Lembro que tudo o que esta direção faz é completamente gratuito, começando por mim. Não recebemos um único tostão. Ainda há muita gente que continua a dizer, apesar de tantos esclarecimentos, que a Provedora ganha balúrdios. As únicas coisas que ganho são dores de cabeça, noites mal dormidas e preocupações até dizer chega. Se calhar ainda dou, não levo, mas deixo e é com muito gosto que o faço.

Portal Alcanede – Obrigado pelas suas declarações ao Portal de Alcanede e muitas felicidades para a Santa Casa da Misericórdia de Alcanede, profissionais, utentes, familiares e voluntários…

Conceição Gaspar – Gostava só de dizer mais uma coisa. Vincar o agradecimento a todas as nossas funcionárias e ao Portal de Alcanede. Vocês têm colaborado muito connosco e graças ao Portal de Alcanede muita coisa boa tem acontecido. Agradeço sinceramente o vosso trabalho e desejo para vós e para a vossa família um Santo e Feliz Natal.

SCMA entrevista 5O Portal aproveitou a visita à Santa Casa da Misericórdia de Alcanede, para falar também com a Diretora Técnica da instituição:

Portal Alcanede – Depois de seis meses de plena atividade do lar da SCMA, que balanço faz?

Cristina Luís – O balanço é extremamente positivo. Claro que o arranque não foi fácil, tínhamos de estar constantemente em alerta para ver se nada falhava. Todos tiveram que se habituar a um espaço, que para nós, também era estranho. Visitámos outras instituições para tentar perceber o funcionamento de algumas coisas, mas inicialmente é impossível colocar de imediato tudo a funcionar em pleno. Agora, seis meses passados, estamos a entrar numa fase de maturidade mas consciente de que há sempre algo a aprender para continuarmos a crescer. Vamos apostar muito na formação, que embora feita no início, é sempre preciso necessário reciclar.

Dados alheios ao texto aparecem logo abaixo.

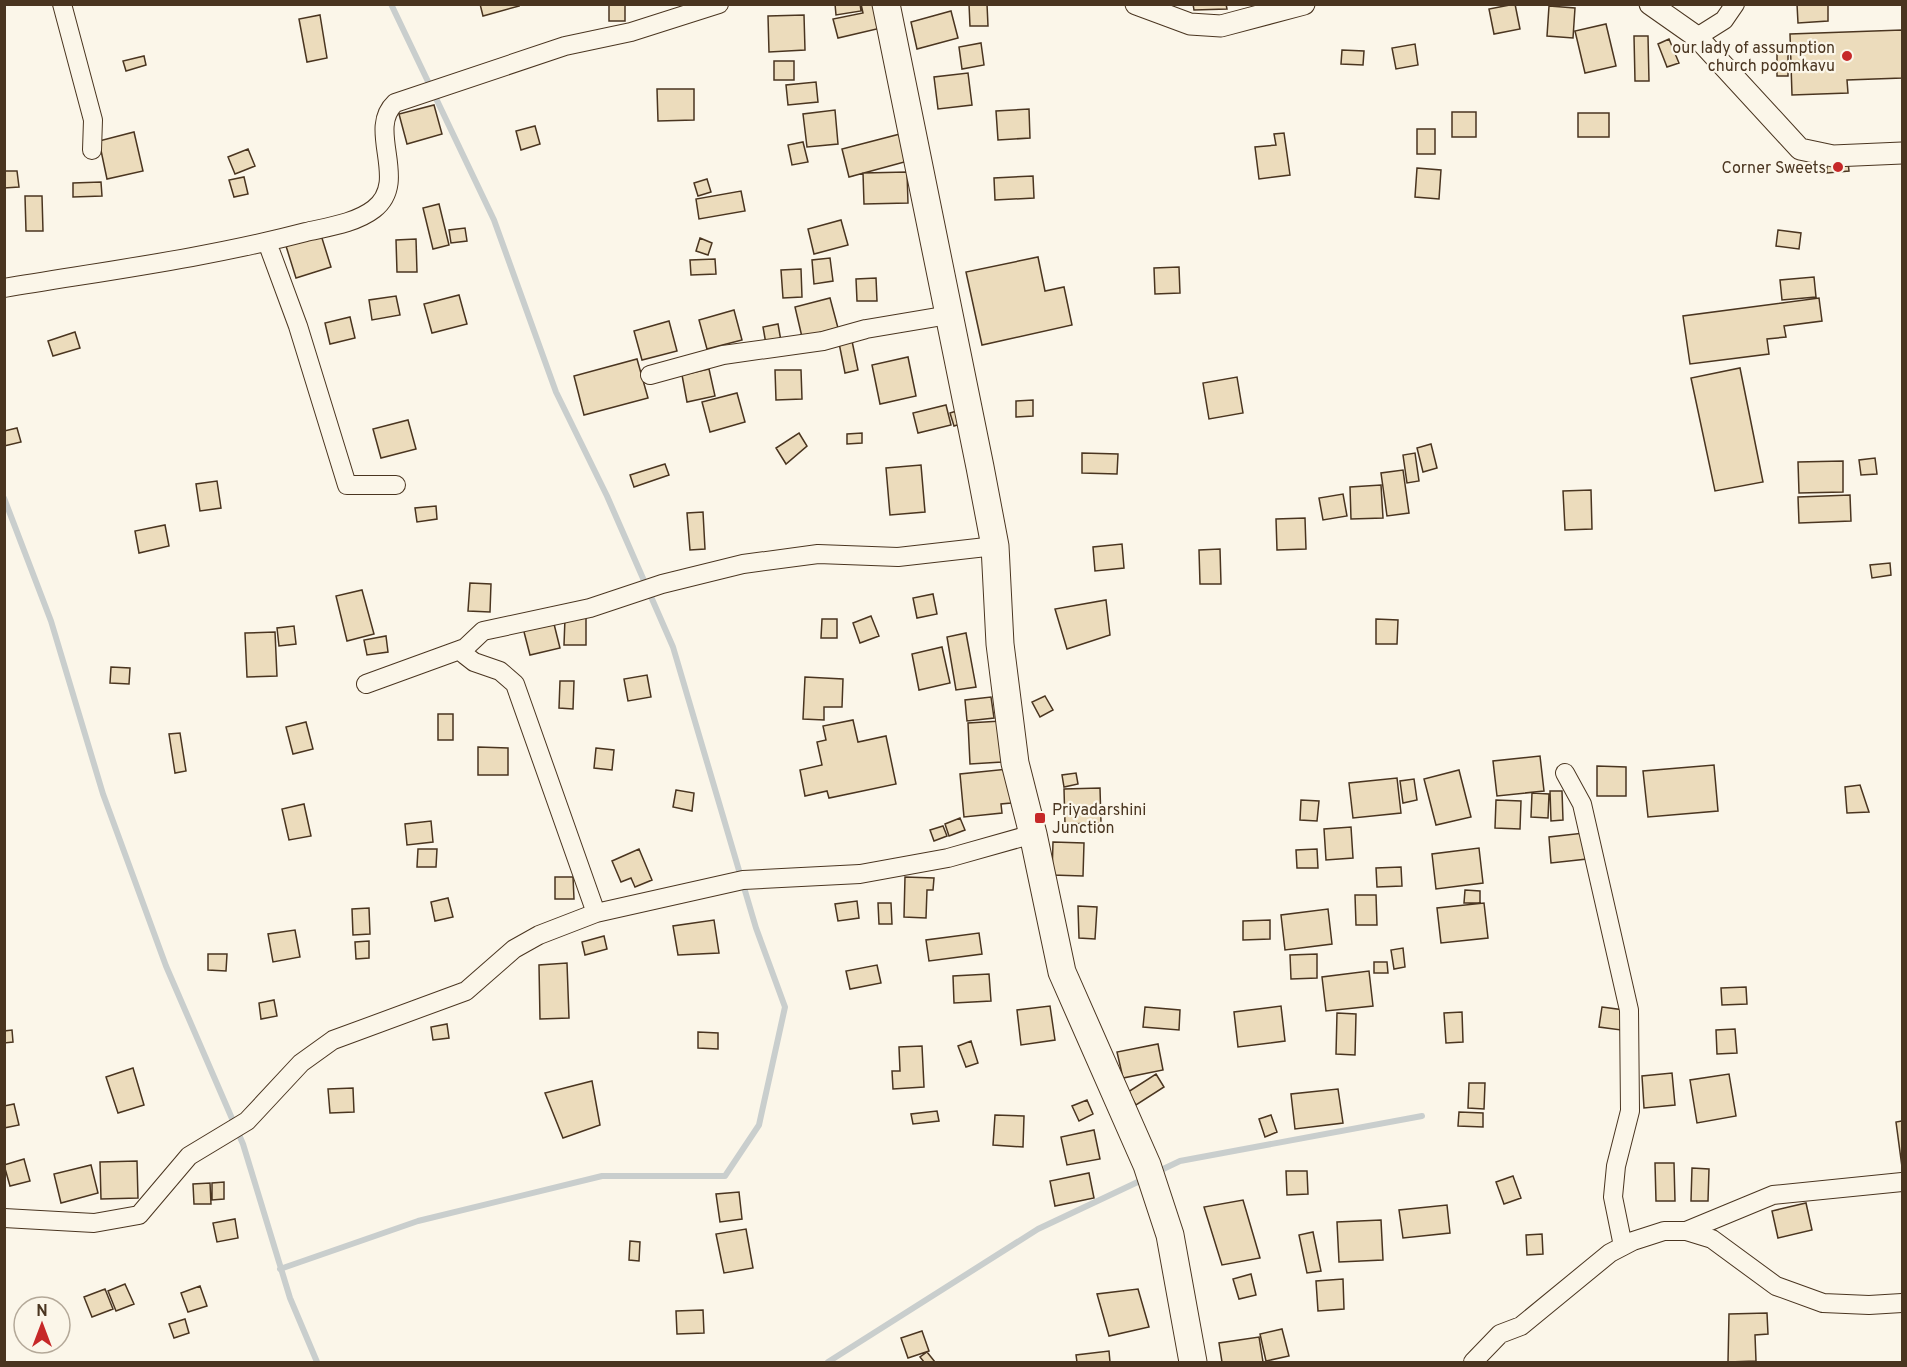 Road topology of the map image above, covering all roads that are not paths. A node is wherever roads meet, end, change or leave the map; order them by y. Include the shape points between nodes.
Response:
1 (62, 4) edge
2 (719, 4) edge
3 (886, 4) edge
4 (1136, 4) edge
5 (1304, 4) edge
6 (1650, 4) edge
7 (1735, 4) edge
8 (1697, 37) junction
9 (92, 150) dead end
10 (1902, 153) edge
11 (267, 242) junction
12 (4, 288) edge
13 (949, 315) junction
14 (650, 375) dead end
15 (396, 485) dead end
16 (995, 546) junction
17 (465, 648) junction
18 (366, 684) dead end
19 (1565, 773) dead end
20 (1033, 834) junction
21 (596, 913) junction
22 (1902, 1182) edge
23 (4, 1218) edge
24 (1686, 1231) junction
25 (1623, 1246) junction
26 (1902, 1303) edge
27 (1193, 1362) edge
28 (1473, 1362) edge

1 - 9 street via 93,120
2 - 11 street via 631,32 565,46 395,103 386,112 384,125 390,173 386,195 375,208 357,218
3 - 13 main road
4 - 5 street via 1190,24 1221,26
6 - 8 street
7 - 8 street via 1724,20
8 - 10 street via 1800,149 1833,156
11 - 12 street
11 - 15 street via 298,326 347,485
13 - 14 street via 866,329 823,341 723,355
13 - 16 main road
16 - 17 street via 898,557 818,554 743,564 662,584 590,608 483,631
16 - 20 main road via 1000,644 1015,763
17 - 18 street
17 - 21 street via 465,656 500,671 515,684
19 - 25 street via 1585,813 1629,1010 1630,1111 1616,1166 1613,1197
20 - 21 street via 948,858 860,874 743,880
20 - 27 main road via 1062,972 1147,1165 1170,1234
21 - 23 street via 514,949 466,991 333,1040 301,1063 247,1121 189,1156 139,1215 94,1223
22 - 24 street via 1773,1195
24 - 25 street via 1664,1231
24 - 26 street via 1712,1239 1776,1286 1823,1303
25 - 28 street via 1521,1326 1500,1334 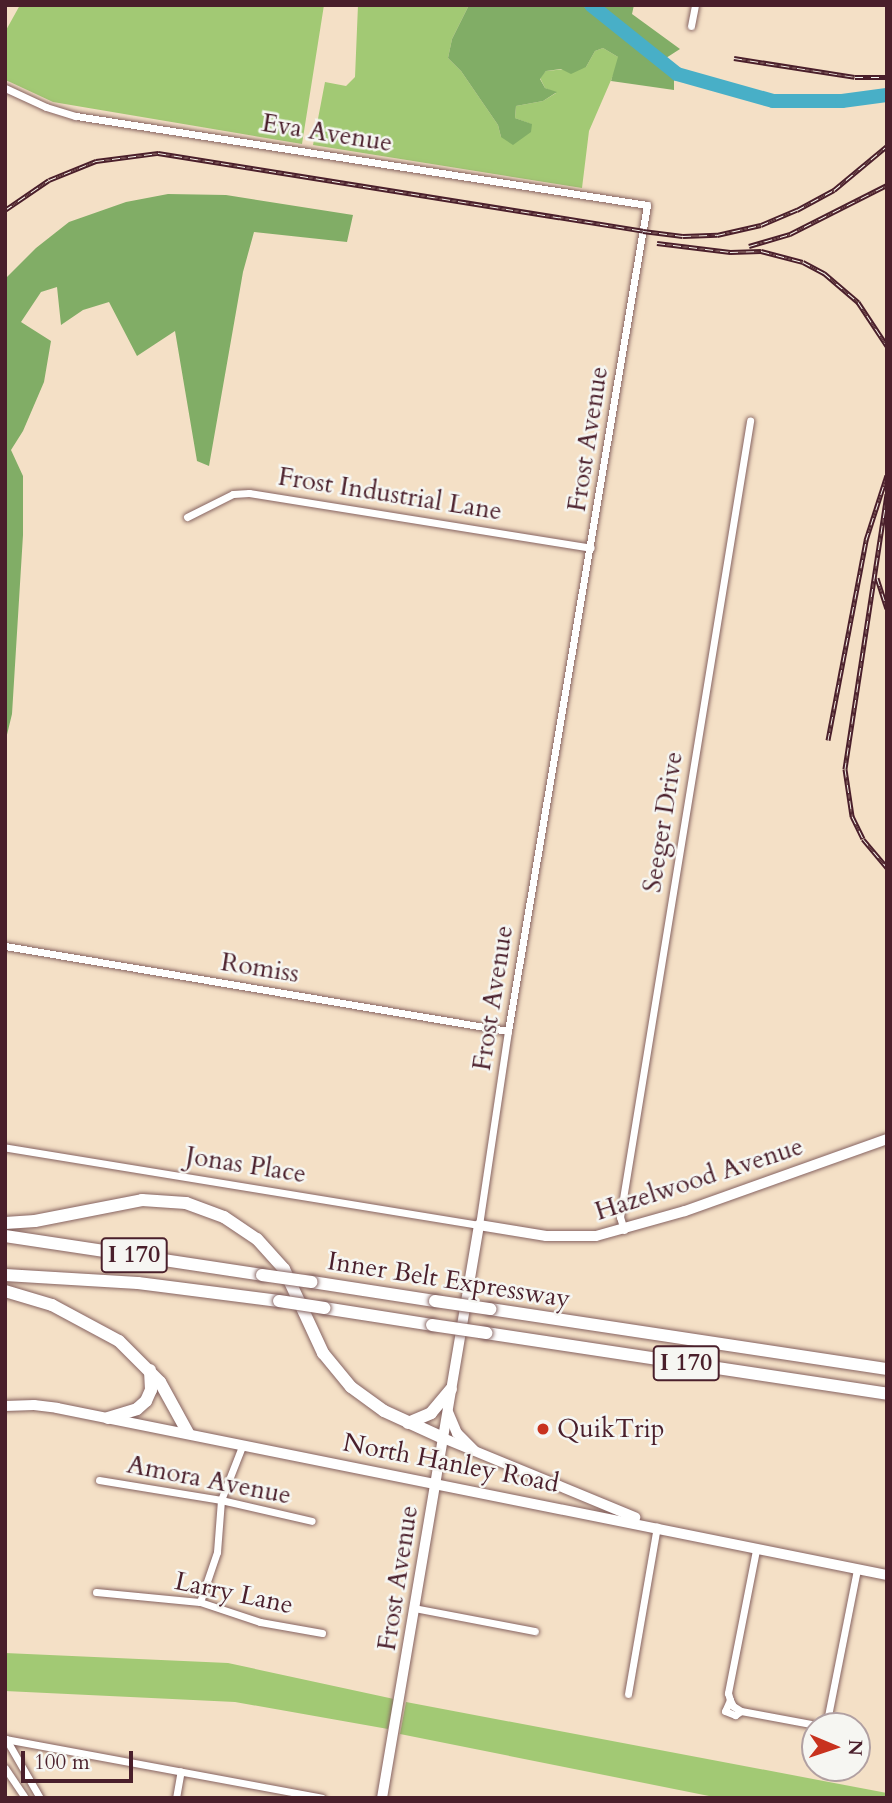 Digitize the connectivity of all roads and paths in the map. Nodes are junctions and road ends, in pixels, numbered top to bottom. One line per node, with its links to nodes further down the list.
1 (695, 5): 2 (street)
2 (691, 26)
3 (5, 88): 4 (street, Eva Avenue)
4 (647, 205): 7 (street, Frost Avenue)
5 (750, 421): 14 (street, Seeger Drive)
6 (187, 517): 7 (street, Frost Industrial Lane)
7 (591, 548): 9 (street, Frost Avenue)
8 (5, 946): 9 (street, Romiss)
9 (508, 1031): 13 (street, Frost Avenue)
10 (887, 1139): 14 (street, Hazelwood Avenue)
11 (5, 1147): 13 (street, Jonas Place)
12 (5, 1223): 25 (highway)
13 (479, 1225): 14 (street, Hazelwood Avenue); 20 (street, Frost Avenue)
14 (624, 1230)
15 (5, 1236): 19 (highway, Inner Belt Expressway / I 170, bridge)
16 (5, 1275): 21 (highway, Inner Belt Expressway / I 170, bridge)
17 (5, 1291): 18 (highway)
18 (150, 1369): 24 (highway); 26 (highway)
19 (887, 1369)
20 (451, 1389): 23 (street, Frost Avenue); 25 (highway)
21 (887, 1394)
22 (5, 1406): 24 (main road, North Hanley Road)
23 (447, 1409): 27 (street, Frost Avenue); 29 (street)
24 (108, 1418): 26 (main road, North Hanley Road)
25 (408, 1423): 27 (highway)
26 (188, 1433): 28 (main road, North Hanley Road)
27 (443, 1438): 29 (main road); 31 (street, Frost Avenue)
28 (243, 1444): 31 (main road, North Hanley Road); 32 (street)
29 (476, 1452): 34 (main road)
30 (99, 1480): 32 (street, Amora Avenue)
31 (435, 1485): 34 (main road, North Hanley Road); 40 (street, Frost Avenue)
32 (221, 1500): 33 (street, Amora Avenue); 39 (street)
33 (312, 1521)
34 (657, 1527): 35 (main road, North Hanley Road); 43 (street)
35 (756, 1550): 36 (main road, North Hanley Road); 45 (street)
36 (857, 1569): 37 (main road, North Hanley Road); 44 (street)
37 (887, 1575)
38 (96, 1591): 39 (street, Larry Lane)
39 (200, 1602): 42 (street, Larry Lane)
40 (414, 1608): 41 (street); 53 (street, Frost Avenue)
41 (535, 1631)
42 (322, 1633)
43 (628, 1694)
44 (827, 1712)
45 (801, 1722)
46 (5, 1739): 48 (street); 50 (street)
47 (5, 1768): 49 (street)
48 (181, 1771): 51 (street); 52 (street)
49 (25, 1798)
50 (40, 1798)
51 (176, 1798)
52 (323, 1798)
53 (382, 1798)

Portal Alcanede – Este é um trabalho muito gratificante? O que sente, enquanto técnica especializada, por desempenhar aqui as suas funções?

Cristina Luís – É muito gratificante. Sabemos que há dias menos bons, principalmente com situações inesperadas relativas à saúde de alguns dos nossos utentes, mas é extremamente gratificante quando ouvimos um obrigado, um sorriso e quando sentimos neles o reconhecimento daquilo que fazemos. Por vezes, um sorriso basta para sentirmos que vale a pena o nosso esforço e o nosso empenho.

Portal Alcanede – Também gostaria de deixar alguma mensagem em especial ?

Cristina Luís – Gostaria de aproveitar para falar da nossa festa de Natal. O objetivo é dar um pouco de felicidade nesta época festiva àqueles que não têm família. Temos casos sociais de pessoas que não têm nada, nem ninguém. Nós aqui, acabamos por ser todos uma família e sendo assim, queremos proporcionar-lhes esse ambiente familiar.